• _WHAT THE TASK REQUIRES_
Search the records below for the word "from". Copy each line where it occurs.

RECORD EXTRACTS below:

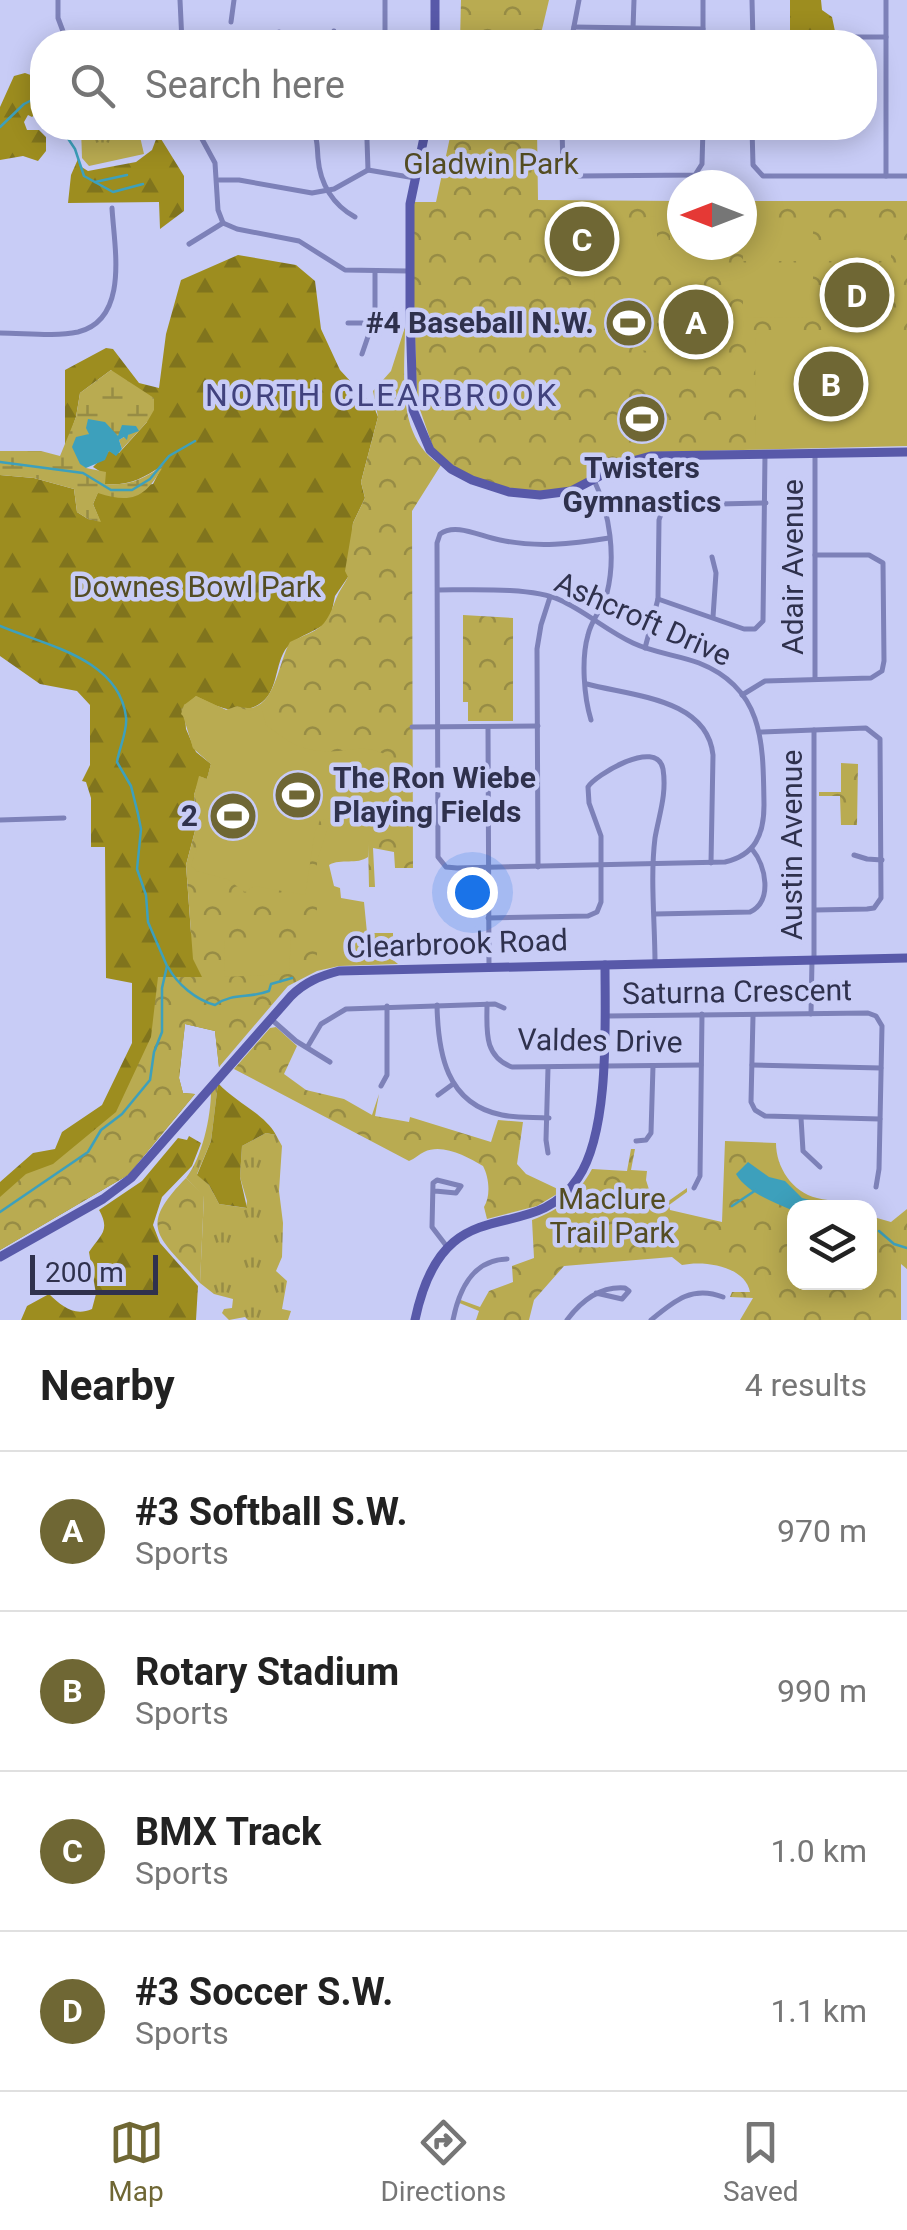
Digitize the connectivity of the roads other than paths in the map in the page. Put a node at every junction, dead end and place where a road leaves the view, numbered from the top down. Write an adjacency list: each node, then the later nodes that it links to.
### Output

End of RECORD EXTRACTS.
RECORD EXTRACTS below:

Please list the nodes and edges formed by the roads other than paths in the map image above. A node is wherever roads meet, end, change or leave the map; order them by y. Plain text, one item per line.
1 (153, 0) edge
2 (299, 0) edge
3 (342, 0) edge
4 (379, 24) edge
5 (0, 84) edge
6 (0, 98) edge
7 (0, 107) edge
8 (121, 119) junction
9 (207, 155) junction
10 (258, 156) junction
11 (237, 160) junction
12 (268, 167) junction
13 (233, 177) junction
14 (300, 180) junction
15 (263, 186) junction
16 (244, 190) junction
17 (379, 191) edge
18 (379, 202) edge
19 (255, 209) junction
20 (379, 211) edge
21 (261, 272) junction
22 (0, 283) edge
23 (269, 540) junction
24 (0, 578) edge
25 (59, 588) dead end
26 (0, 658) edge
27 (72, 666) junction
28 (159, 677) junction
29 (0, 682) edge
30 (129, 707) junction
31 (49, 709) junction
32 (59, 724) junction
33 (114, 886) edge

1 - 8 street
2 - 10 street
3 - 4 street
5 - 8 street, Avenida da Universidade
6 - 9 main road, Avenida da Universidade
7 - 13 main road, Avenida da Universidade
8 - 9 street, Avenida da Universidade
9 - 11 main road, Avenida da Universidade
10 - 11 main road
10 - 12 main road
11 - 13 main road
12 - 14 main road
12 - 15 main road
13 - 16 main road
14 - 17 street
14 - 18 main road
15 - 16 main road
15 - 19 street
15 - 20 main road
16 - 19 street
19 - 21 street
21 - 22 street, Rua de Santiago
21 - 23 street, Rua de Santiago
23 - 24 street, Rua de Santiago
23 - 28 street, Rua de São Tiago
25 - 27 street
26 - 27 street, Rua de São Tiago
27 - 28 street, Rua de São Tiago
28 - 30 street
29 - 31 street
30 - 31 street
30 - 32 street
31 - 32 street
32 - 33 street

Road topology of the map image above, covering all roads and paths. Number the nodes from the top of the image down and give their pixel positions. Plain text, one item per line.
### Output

End of RECORD EXTRACTS.

• _ANSWER TO THIS PROBLEM_
Digitize the connectivity of the roads other than paths in the map in the page. Put a node at every junction, dead end and place where a road leaves the view, numbered from the top down. Write an adjacency list: each node, then the later nodes that it links to.
Road topology of the map image above, covering all roads and paths. Number the nodes from the top of the image down and give their pixel positions. Plain text, one item per line.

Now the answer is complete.